Des responsables ont indiqué qu'ils enquêtaient sur cette révélation de la chaîne télévisée nationale eNCA TV, mais ils n'étaient pas en mesure d'expliquer — ou ne voulaient pas le faire — pourquoi un homme se disant schizophrène et en proie à des tendances violentes a pu se trouver à proximité du président américain Barack Obama et d'autres leaders de la planète.

Les enquêteurs se penchant sur le cas de Thamsanqa Jantjie «déposeront un rapport complet», a assuré Phumla Williams, la plus importante porte-parole du gouvernement. Elle n'a toutefois pas précisé la longueur de l'enquête, et a insisté sur le fait que des détails ne seront pas divulgués avant que l'enquête ne soit complétée.

Un journaliste de l'Associated Press a retrouvé M. Jantjie dans un bar de fortune en bordure de Soweto, vendredi, non loin de sa maison en béton installée près de cabanes et d'une décharge illégale où des chèvres broutent l'herbe poussant entre les déchets. Interrogé à propos de l'allégation de meurtre, l'homme s'est retourné et est parti sans rien dire.

La veille, il avait confié à l'agence de presse qu'il avait été «très» violent par le passé, souffrait de schizophrénie et avait imaginé voir des anges descendant du ciel lors de la cérémonie pour Mandela. Il s'est également excusé pour son travail, mais a défendu son interprétation comme étant «la meilleure du monde».

Son affirmation a été tournée en ridicule par des défenseurs des droits des sourds, qui ont soutenu qu'il ne savait pas signer «Mandela», ou encore «merci».

Le résultat de l'affaire de meurtre qui remonterait à 2003, selon eNCA, n'est pas clair, et le reportage télévisé n'a pas mentionné plus de détails.

Des responsables du tribunal de Johannesburg où l'accusation aurait été déposée n'étaient pas au travail, vendredi après-midi, et n'ont pas répondu à des demandes de commentaires par courriel.

Il n'existe aucune trace écrite d'une affaire de meurtre impliquant M. Jantjie au ministère sud-africain de la Justice, mais le porte-parole Nathi Mncube souligne que cela ne signifie pas que l'interprète n'ait jamais été soupçonné de quoi que ce soit.
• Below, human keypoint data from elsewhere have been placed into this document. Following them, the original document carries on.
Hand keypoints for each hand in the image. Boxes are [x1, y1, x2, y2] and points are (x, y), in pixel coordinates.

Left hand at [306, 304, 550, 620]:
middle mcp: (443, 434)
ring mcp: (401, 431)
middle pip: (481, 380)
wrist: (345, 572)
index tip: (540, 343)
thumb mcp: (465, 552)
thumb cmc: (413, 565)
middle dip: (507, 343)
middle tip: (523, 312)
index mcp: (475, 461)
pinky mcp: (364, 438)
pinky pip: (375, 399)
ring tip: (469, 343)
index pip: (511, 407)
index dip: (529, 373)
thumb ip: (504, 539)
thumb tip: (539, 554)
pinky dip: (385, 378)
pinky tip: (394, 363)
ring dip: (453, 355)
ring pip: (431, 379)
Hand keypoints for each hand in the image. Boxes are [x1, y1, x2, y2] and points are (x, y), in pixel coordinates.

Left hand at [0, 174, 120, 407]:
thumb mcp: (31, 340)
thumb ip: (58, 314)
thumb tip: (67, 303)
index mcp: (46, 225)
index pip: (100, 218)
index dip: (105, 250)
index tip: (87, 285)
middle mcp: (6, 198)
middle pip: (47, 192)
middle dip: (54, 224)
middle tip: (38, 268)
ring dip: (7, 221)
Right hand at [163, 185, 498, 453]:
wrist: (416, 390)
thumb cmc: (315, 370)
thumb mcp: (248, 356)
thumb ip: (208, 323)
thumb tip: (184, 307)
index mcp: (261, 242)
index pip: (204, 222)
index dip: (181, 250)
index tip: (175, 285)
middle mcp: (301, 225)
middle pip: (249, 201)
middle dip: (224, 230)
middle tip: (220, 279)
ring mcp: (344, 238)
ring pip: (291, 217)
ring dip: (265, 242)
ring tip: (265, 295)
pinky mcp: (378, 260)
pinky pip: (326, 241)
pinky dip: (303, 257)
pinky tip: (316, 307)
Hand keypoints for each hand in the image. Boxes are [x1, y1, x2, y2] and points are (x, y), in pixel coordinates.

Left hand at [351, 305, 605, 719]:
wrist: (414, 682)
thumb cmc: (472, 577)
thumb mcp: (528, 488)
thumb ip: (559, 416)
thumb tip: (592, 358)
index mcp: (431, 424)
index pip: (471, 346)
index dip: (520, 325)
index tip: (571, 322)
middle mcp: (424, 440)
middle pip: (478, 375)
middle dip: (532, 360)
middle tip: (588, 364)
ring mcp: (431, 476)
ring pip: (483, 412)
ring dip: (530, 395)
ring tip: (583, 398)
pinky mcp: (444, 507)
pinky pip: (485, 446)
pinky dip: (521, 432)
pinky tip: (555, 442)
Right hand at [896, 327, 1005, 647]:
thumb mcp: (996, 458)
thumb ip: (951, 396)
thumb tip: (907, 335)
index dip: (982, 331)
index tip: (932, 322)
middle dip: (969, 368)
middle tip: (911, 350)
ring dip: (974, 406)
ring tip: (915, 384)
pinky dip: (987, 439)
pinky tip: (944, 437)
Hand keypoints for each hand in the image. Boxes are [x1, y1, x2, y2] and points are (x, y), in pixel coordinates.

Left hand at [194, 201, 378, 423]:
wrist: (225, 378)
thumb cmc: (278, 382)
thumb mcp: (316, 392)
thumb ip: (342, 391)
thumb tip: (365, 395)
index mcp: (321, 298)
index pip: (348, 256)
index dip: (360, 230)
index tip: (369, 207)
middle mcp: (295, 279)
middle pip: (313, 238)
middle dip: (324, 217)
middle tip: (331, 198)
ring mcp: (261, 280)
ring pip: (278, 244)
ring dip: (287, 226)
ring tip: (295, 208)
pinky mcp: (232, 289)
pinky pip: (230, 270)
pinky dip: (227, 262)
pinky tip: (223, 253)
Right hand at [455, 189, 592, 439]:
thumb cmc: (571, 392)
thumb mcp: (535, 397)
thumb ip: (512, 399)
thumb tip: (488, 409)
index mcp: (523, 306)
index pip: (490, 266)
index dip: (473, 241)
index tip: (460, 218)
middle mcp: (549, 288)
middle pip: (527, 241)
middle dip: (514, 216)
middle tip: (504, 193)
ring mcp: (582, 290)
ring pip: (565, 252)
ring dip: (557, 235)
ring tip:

Le fiasco entourant l'utilisation de M. Jantjie comme interprète devant des téléspectateurs du monde entier est devenu un sujet d'embarras international pour l'Afrique du Sud, dont le parti au pouvoir, le Congrès national africain, et le président, Jacob Zuma, ont déjà vu leur popularité diminuer en raison de scandales de corruption et d'autres dossiers ayant irrité la population.

Le ministre sud-africain des Arts et de la Culture, Paul Mashatile, s'est excusé vendredi pour avoir retenu les services de M. Jantjie, les deuxièmes excuses gouvernementales en deux jours, et affirme que des réformes doivent être mises en place pour s'assurer qu'un tel incident ne puisse plus se reproduire.